=== What to do ===
Return the listing below unchanged, minus its pictures.

=== Recorded information ===
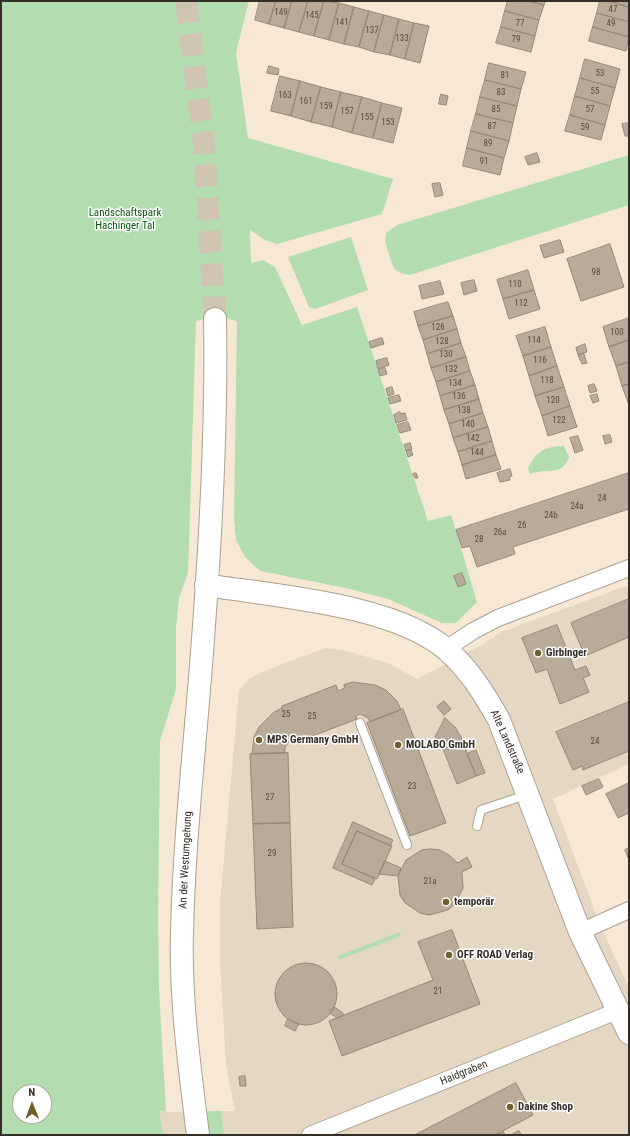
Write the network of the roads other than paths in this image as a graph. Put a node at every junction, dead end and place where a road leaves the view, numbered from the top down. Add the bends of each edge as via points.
1 (215, 319) tunnel mouth
2 (629, 568) edge
3 (206, 585) junction
4 (446, 649) junction
5 (360, 723) dead end
6 (529, 794) junction
7 (477, 826) dead end
8 (407, 845) dead end
9 (629, 910) edge
10 (580, 932) junction
11 (617, 1011) junction
12 (629, 1033) edge
13 (198, 1135) edge
14 (310, 1135) edge

1 - 3 main road, An der Westumgehung via 213,462
2 - 4 street via 498,618
3 - 4 main road, Alte Landstraße via 343,606 397,622
3 - 13 main road, An der Westumgehung via 187,827 182,936 190,1070
4 - 6 main road, Alte Landstraße via 480,688 499,720
5 - 8 lane
6 - 7 lane via 481,810
6 - 10 main road, Alte Landstraße
9 - 10 street
10 - 11 main road, Alte Landstraße
11 - 12 main road, Alte Landstraße
11 - 14 street, Haidgraben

=== Written response ===
Write the network of the roads other than paths in this image as a graph. Put a node at every junction, dead end and place where a road leaves the view, numbered from the top down. Add the bends of each edge as via points.
1 (215, 319) tunnel mouth
2 (629, 568) edge
3 (206, 585) junction
4 (446, 649) junction
5 (360, 723) dead end
6 (529, 794) junction
7 (477, 826) dead end
8 (407, 845) dead end
9 (629, 910) edge
10 (580, 932) junction
11 (617, 1011) junction
12 (629, 1033) edge
13 (198, 1135) edge
14 (310, 1135) edge

1 - 3 main road, An der Westumgehung via 213,462
2 - 4 street via 498,618
3 - 4 main road, Alte Landstraße via 343,606 397,622
3 - 13 main road, An der Westumgehung via 187,827 182,936 190,1070
4 - 6 main road, Alte Landstraße via 480,688 499,720
5 - 8 lane
6 - 7 lane via 481,810
6 - 10 main road, Alte Landstraße
9 - 10 street
10 - 11 main road, Alte Landstraße
11 - 12 main road, Alte Landstraße
11 - 14 street, Haidgraben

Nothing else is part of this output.